(Work instructions) Return all the lines below in which the string "roads" appears.

(Source material)
== == ==
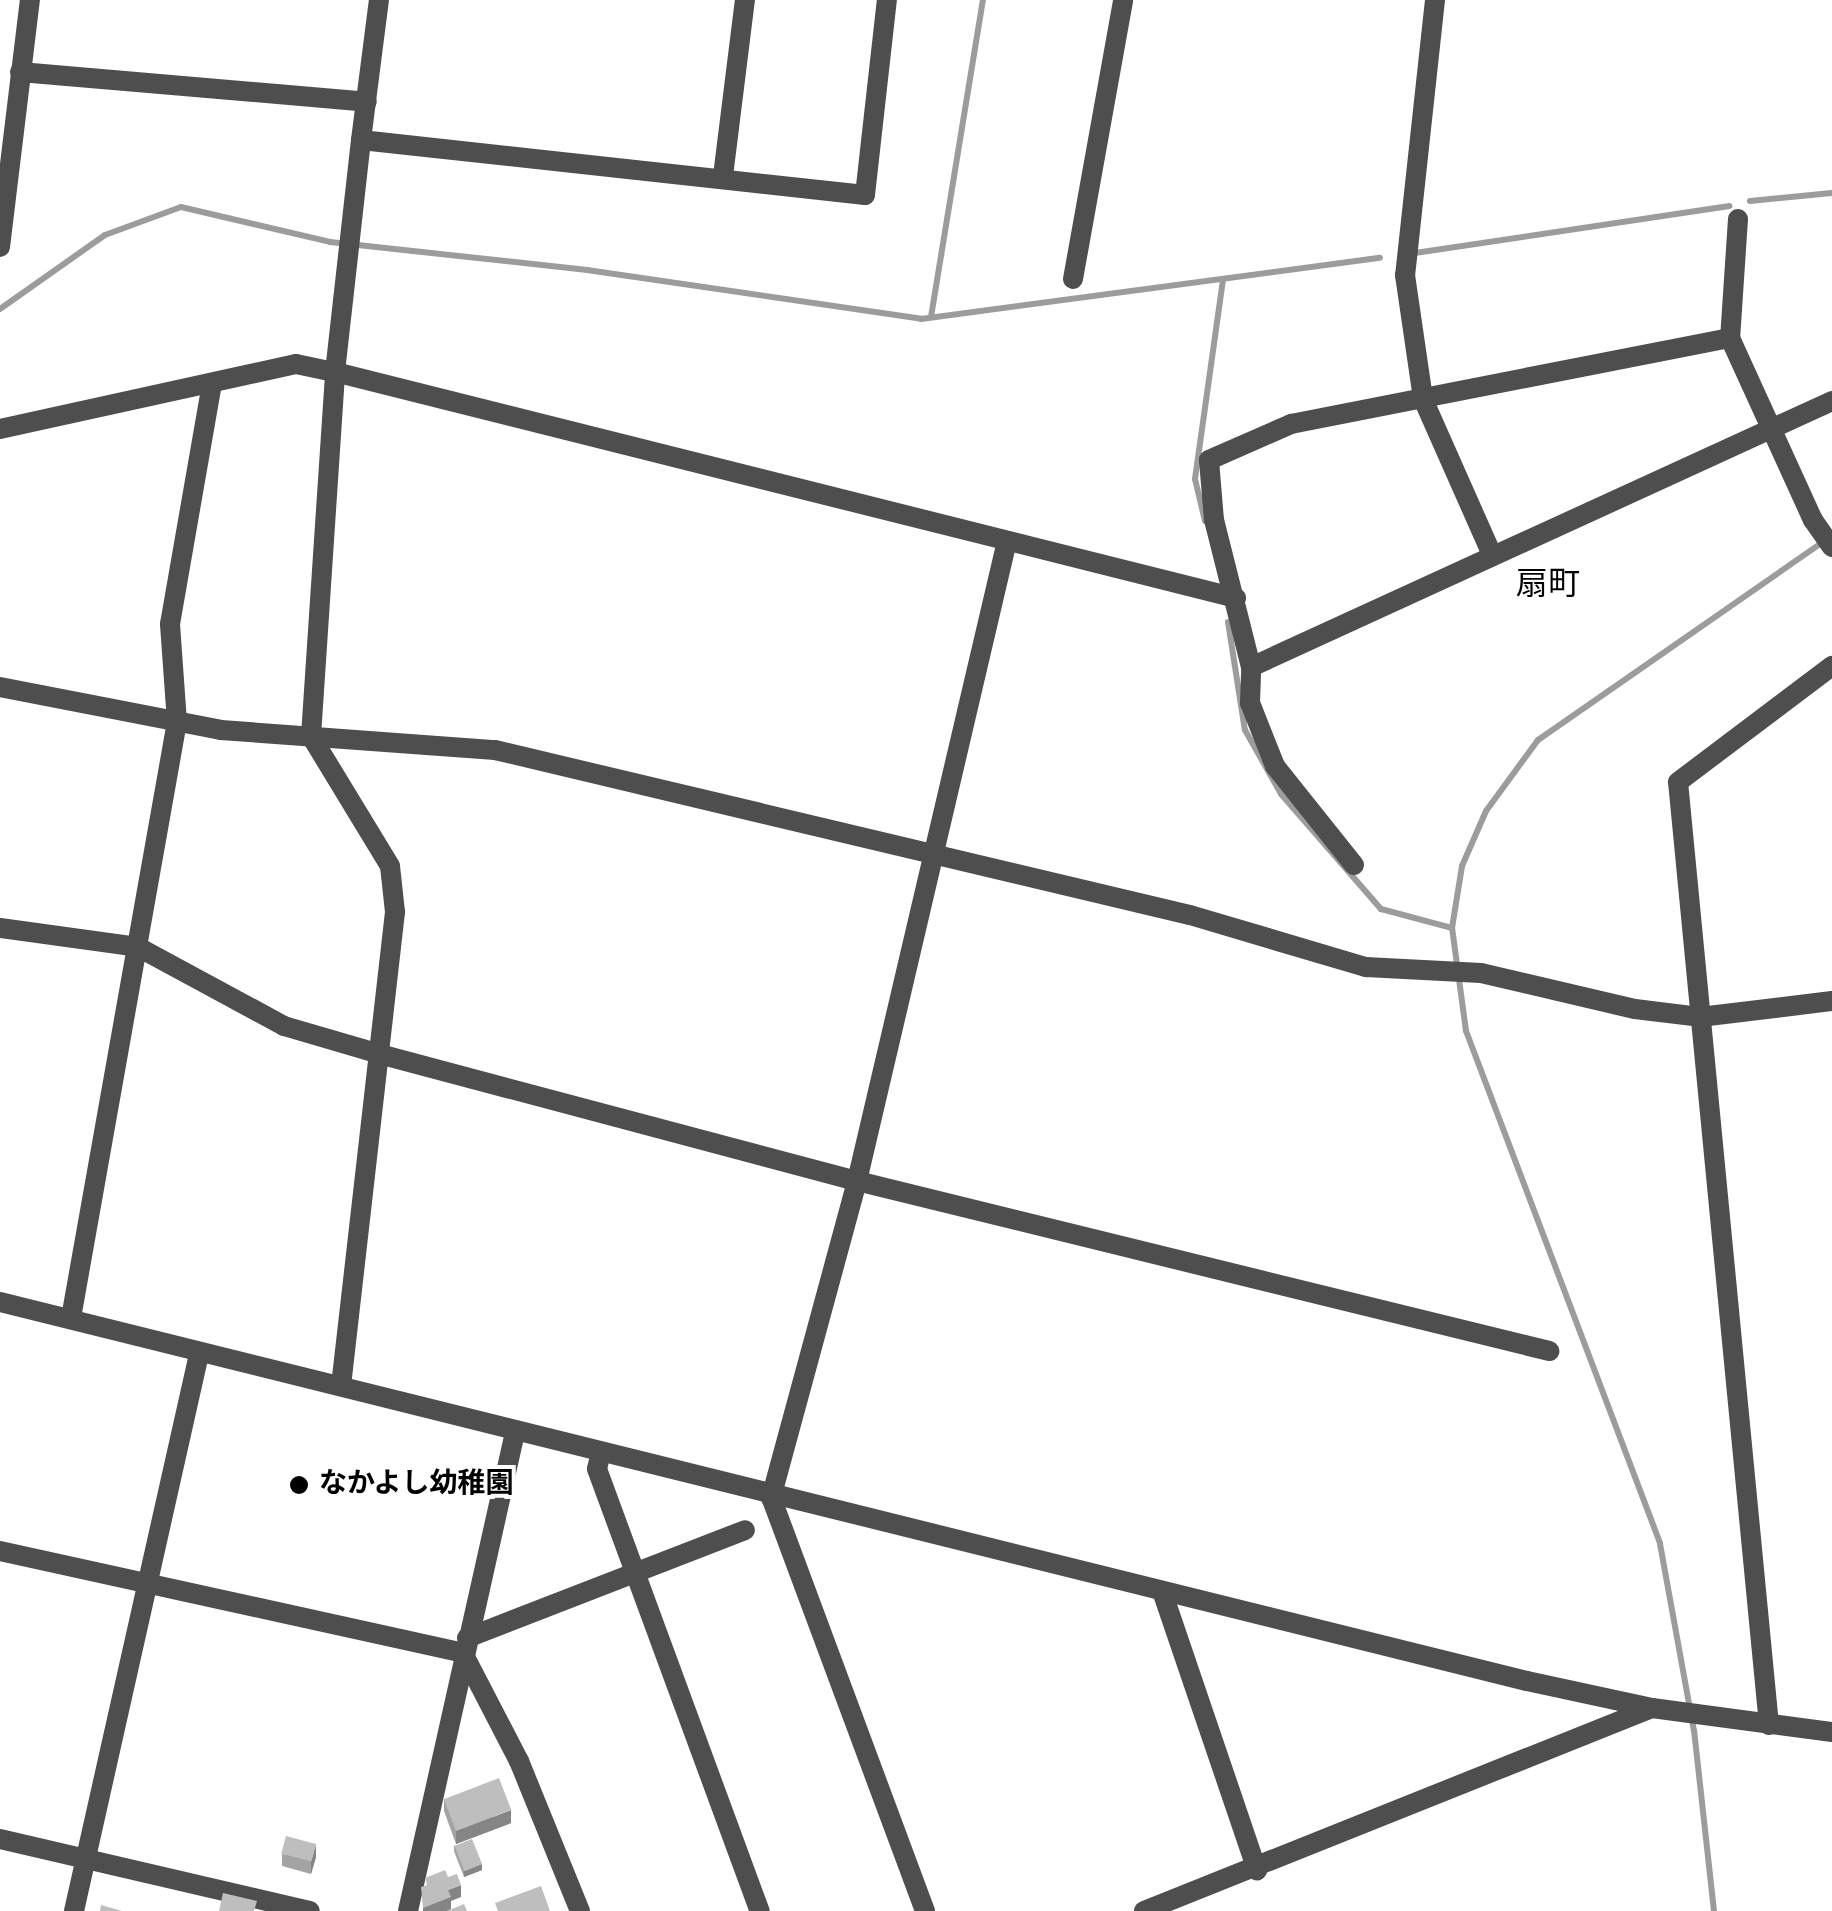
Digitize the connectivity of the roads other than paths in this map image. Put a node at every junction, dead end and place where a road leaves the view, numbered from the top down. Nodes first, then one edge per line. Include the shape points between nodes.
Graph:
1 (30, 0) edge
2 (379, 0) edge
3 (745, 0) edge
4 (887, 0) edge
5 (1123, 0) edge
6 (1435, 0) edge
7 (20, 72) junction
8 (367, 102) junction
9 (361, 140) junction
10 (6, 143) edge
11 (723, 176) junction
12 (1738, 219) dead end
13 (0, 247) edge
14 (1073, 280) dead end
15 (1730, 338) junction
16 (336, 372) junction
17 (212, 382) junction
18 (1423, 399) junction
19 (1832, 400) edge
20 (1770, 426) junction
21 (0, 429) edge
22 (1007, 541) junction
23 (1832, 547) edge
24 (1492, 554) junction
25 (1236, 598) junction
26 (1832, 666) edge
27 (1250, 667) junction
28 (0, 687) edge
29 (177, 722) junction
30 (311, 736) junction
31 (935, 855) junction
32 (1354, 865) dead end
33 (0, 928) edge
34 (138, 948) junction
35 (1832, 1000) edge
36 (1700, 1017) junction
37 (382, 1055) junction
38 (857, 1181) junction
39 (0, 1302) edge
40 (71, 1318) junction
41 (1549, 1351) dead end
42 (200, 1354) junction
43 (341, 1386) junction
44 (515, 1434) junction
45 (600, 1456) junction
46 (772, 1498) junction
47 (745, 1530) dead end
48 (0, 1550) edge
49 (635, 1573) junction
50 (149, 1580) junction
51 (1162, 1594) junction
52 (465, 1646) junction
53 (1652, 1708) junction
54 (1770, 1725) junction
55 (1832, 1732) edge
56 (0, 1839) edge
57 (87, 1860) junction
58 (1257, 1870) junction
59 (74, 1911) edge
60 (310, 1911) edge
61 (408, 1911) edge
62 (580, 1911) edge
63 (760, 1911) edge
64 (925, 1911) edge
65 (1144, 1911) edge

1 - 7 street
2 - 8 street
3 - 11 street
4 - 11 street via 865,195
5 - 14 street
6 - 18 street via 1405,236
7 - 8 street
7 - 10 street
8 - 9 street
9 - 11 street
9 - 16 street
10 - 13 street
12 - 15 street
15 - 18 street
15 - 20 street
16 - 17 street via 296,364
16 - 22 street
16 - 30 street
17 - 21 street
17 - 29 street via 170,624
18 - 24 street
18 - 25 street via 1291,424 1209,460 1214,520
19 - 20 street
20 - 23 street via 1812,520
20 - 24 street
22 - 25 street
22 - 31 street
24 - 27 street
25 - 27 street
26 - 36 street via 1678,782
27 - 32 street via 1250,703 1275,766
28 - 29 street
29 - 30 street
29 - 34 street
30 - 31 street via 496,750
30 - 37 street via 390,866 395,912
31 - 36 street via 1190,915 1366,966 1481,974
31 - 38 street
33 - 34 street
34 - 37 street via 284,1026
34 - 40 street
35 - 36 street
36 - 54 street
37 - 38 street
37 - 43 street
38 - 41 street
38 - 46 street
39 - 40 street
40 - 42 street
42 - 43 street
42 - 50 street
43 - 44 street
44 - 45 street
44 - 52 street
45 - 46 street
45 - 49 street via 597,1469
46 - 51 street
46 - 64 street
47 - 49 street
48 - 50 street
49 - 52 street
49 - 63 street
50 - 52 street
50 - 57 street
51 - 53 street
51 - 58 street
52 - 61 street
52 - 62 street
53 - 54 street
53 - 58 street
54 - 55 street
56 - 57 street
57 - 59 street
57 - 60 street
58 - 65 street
== == ==
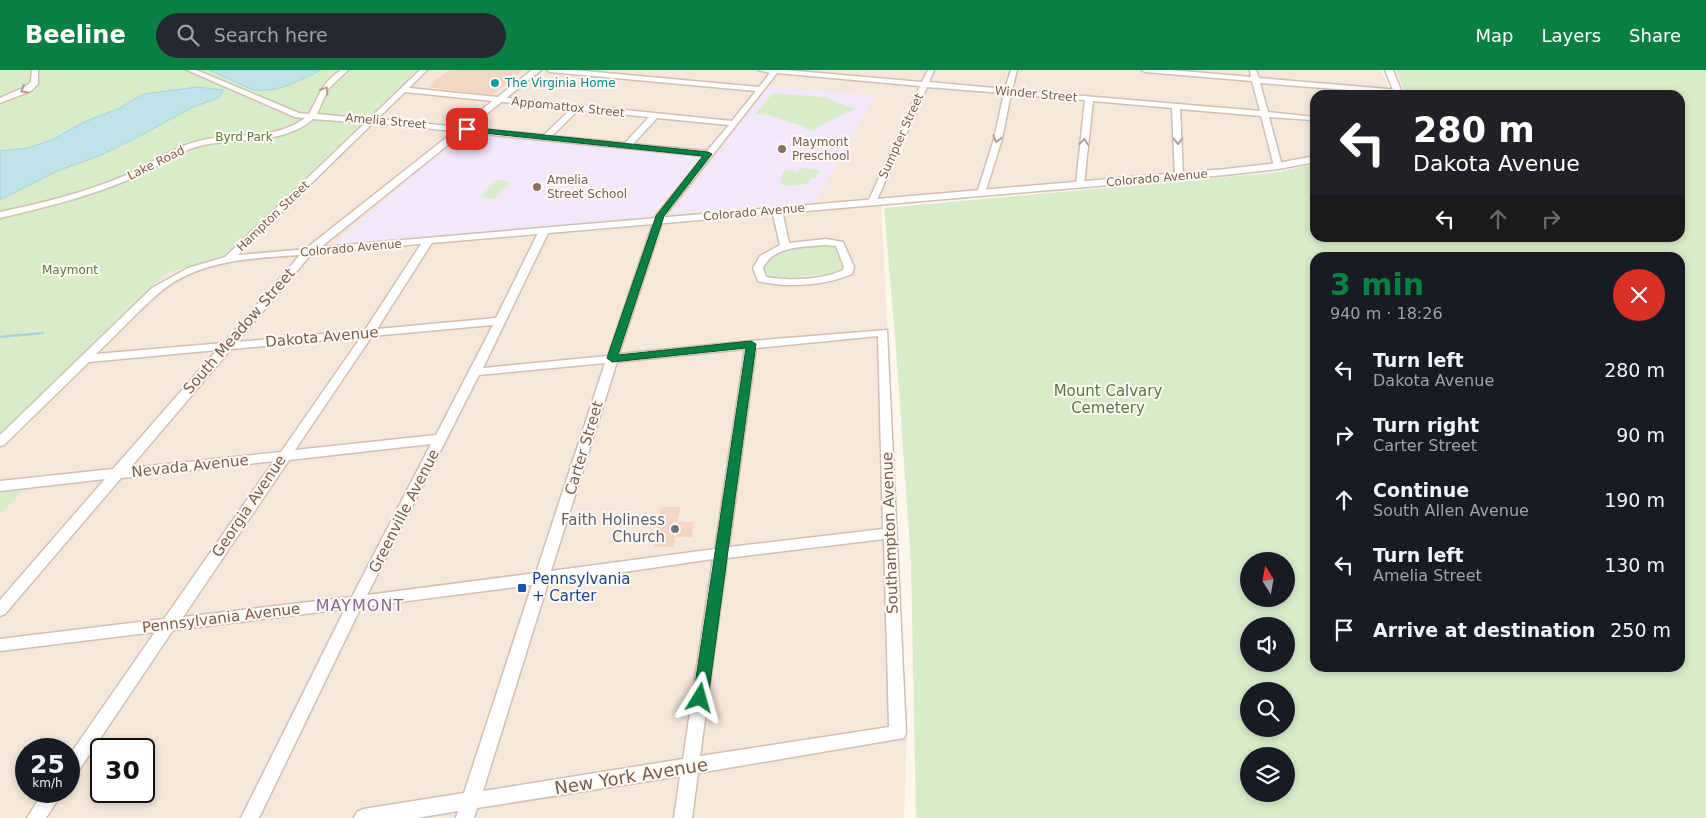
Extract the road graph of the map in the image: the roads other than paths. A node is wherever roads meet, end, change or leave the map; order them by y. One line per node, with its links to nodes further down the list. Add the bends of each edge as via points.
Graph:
== == ==
(Your solution)
Digitize the connectivity of the roads other than paths in this map image. Put a node at every junction, dead end and place where a road leaves the view, numbered from the top down. Nodes first, then one edge per line. Include the shape points between nodes.
Extract the road graph of the map in the image: the roads other than paths. A node is wherever roads meet, end, change or leave the map; order them by y. One line per node, with its links to nodes further down the list. Add the bends of each edge as via points.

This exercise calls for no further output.